- _Your goal_: Search each line of the data for the word "other"; copy every line where it is found.

Records from a collection:
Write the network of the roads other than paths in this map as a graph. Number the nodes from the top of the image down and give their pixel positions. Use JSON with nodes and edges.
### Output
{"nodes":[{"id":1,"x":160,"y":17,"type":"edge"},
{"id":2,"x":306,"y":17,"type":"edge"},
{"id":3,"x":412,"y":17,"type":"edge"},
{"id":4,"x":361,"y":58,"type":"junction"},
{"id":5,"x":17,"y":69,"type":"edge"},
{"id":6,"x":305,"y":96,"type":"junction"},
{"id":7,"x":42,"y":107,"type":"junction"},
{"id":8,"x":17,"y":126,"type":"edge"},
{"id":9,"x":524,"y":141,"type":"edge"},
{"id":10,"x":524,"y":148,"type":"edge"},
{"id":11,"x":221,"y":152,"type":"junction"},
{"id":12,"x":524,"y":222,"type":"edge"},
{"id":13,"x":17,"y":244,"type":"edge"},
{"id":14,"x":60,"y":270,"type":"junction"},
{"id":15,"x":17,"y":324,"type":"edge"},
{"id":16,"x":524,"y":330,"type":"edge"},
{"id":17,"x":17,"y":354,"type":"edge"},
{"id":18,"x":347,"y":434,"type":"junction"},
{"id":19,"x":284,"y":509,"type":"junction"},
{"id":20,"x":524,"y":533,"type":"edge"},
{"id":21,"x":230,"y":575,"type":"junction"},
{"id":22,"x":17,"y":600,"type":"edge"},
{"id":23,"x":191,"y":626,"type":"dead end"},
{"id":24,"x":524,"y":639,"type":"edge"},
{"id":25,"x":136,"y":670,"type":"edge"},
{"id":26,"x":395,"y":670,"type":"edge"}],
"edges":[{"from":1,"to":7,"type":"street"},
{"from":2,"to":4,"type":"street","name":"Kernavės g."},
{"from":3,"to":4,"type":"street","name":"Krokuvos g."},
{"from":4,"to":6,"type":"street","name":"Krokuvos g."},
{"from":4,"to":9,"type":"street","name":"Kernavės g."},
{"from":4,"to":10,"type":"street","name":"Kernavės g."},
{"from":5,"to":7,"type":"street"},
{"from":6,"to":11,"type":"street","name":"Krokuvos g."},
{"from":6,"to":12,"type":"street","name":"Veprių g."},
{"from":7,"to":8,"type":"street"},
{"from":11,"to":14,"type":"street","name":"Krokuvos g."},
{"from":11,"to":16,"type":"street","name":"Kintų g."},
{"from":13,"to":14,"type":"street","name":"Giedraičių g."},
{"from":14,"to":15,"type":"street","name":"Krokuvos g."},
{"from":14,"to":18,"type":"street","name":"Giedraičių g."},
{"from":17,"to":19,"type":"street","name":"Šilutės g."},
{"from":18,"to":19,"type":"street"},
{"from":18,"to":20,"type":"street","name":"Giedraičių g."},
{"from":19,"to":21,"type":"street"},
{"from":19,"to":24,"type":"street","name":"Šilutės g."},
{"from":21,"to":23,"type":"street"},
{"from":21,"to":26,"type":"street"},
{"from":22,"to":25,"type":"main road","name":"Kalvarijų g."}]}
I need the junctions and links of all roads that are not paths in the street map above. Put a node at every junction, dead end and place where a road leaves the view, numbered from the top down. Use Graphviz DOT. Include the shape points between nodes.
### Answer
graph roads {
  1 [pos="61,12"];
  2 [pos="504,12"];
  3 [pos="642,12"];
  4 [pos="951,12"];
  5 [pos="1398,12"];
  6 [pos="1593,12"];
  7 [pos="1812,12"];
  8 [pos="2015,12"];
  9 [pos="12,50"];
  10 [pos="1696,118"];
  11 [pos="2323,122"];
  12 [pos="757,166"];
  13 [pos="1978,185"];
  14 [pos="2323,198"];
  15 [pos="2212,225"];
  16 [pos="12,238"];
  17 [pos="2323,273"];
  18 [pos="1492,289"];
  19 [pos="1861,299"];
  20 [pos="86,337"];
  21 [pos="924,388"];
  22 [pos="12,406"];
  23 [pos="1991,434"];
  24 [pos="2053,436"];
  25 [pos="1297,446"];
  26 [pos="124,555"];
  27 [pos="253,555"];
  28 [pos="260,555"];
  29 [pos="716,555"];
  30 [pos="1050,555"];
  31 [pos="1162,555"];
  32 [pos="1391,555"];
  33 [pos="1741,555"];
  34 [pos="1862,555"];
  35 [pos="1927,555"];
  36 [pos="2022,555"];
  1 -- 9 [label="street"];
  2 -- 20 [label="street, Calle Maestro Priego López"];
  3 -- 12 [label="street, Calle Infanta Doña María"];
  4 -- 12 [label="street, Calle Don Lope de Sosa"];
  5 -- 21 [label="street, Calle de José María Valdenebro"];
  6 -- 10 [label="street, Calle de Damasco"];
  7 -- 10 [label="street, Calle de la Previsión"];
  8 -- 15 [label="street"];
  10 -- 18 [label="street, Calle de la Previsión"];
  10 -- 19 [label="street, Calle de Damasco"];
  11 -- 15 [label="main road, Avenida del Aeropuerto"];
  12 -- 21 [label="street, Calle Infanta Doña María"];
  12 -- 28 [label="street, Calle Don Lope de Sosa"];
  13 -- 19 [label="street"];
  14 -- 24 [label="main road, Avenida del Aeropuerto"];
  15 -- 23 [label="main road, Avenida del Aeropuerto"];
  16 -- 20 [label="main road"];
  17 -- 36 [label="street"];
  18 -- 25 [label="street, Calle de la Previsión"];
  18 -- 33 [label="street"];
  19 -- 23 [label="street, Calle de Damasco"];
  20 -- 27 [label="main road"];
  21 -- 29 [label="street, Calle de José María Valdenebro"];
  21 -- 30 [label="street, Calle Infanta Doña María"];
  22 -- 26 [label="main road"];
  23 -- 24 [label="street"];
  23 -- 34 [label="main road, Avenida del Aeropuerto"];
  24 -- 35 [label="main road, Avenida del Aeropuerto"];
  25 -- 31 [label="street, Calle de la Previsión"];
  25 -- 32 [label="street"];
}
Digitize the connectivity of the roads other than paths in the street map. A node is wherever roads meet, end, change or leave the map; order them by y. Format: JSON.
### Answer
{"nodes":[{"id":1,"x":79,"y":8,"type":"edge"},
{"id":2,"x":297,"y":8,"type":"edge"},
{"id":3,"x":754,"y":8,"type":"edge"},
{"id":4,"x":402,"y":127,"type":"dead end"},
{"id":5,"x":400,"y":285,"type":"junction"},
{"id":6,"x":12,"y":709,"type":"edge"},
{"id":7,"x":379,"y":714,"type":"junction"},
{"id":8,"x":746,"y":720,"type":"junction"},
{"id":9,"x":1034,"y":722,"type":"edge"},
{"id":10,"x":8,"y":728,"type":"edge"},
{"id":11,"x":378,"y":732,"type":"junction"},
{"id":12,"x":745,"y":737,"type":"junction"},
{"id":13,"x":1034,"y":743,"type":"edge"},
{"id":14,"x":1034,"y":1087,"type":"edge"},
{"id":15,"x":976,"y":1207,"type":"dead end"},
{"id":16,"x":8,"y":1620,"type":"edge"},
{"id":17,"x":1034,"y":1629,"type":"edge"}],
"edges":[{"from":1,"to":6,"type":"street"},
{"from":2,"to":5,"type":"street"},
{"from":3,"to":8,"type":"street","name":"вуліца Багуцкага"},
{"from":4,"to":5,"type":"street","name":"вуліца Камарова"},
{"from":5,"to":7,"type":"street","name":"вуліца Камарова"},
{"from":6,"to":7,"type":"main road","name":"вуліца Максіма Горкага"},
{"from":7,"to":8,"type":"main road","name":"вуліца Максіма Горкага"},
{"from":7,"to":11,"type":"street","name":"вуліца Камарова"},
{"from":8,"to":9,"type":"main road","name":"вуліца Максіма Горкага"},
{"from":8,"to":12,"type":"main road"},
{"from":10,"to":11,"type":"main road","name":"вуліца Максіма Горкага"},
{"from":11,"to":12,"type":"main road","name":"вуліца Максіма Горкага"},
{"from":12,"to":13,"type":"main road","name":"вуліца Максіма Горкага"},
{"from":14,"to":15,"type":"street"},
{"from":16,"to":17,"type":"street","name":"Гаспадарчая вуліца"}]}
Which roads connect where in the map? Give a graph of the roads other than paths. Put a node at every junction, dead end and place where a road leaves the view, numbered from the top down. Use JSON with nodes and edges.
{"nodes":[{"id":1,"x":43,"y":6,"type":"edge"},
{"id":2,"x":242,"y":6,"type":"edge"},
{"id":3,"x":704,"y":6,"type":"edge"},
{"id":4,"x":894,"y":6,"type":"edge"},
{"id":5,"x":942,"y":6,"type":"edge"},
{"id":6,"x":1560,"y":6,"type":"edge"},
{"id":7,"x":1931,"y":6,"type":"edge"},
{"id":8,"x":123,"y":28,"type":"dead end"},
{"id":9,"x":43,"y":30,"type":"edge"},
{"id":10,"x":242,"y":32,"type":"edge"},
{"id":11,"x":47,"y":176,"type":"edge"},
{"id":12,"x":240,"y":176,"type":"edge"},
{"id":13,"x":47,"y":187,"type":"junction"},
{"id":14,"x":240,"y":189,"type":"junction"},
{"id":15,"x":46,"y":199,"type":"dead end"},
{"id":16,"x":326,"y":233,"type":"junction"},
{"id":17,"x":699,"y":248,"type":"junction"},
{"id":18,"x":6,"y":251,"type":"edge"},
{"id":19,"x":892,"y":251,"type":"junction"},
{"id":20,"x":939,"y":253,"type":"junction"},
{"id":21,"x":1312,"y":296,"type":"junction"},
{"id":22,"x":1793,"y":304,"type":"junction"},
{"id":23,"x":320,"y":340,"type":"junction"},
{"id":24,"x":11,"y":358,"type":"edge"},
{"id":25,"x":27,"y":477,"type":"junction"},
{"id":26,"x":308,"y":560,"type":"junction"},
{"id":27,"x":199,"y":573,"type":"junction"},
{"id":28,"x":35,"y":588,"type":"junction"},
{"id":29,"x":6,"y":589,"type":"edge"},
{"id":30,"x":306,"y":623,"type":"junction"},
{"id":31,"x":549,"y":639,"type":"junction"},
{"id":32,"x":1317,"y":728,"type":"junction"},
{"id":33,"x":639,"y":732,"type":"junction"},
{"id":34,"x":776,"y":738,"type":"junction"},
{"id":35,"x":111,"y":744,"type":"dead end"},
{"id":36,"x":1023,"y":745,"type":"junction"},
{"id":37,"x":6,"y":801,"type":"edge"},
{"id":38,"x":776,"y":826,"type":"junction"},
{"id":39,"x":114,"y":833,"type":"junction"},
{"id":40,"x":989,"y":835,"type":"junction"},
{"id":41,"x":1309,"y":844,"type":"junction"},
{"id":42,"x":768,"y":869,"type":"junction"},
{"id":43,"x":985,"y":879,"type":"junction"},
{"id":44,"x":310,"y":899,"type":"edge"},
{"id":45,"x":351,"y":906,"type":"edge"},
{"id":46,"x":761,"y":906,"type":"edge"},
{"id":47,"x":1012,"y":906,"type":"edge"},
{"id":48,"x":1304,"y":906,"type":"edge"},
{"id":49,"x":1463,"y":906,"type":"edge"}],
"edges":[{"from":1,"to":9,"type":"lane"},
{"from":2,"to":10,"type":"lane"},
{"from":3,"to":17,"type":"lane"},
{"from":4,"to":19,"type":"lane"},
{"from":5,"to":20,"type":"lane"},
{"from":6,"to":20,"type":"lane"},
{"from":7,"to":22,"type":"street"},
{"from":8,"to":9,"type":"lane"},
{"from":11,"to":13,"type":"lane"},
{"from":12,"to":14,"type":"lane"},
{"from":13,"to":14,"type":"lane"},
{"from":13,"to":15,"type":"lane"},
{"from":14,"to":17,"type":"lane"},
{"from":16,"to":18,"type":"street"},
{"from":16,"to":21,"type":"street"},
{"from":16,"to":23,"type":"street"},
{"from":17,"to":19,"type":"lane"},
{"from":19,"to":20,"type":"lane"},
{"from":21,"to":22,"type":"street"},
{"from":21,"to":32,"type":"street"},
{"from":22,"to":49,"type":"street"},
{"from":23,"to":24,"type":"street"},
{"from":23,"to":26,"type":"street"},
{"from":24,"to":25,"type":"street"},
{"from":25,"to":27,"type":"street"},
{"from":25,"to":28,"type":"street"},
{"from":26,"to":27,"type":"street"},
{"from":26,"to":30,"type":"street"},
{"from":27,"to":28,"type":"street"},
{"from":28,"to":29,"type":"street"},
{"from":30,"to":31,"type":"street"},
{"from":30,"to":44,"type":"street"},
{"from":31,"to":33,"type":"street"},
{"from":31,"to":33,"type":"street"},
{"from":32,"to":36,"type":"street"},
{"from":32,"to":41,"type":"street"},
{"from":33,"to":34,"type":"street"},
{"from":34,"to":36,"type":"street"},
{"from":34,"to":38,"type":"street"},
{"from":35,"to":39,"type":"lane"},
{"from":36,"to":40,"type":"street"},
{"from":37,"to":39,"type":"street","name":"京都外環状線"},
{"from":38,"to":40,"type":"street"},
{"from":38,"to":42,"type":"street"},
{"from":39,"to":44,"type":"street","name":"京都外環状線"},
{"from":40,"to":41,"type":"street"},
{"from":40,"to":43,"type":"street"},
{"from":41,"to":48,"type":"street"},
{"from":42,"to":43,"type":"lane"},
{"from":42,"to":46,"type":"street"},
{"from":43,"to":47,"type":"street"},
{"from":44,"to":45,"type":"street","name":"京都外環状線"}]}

- _Solution for this exercise_:
Write the network of the roads other than paths in this map as a graph. Number the nodes from the top of the image down and give their pixel positions. Use JSON with nodes and edges.
Digitize the connectivity of the roads other than paths in the street map. A node is wherever roads meet, end, change or leave the map; order them by y. Format: JSON.
Which roads connect where in the map? Give a graph of the roads other than paths. Put a node at every junction, dead end and place where a road leaves the view, numbered from the top down. Use JSON with nodes and edges.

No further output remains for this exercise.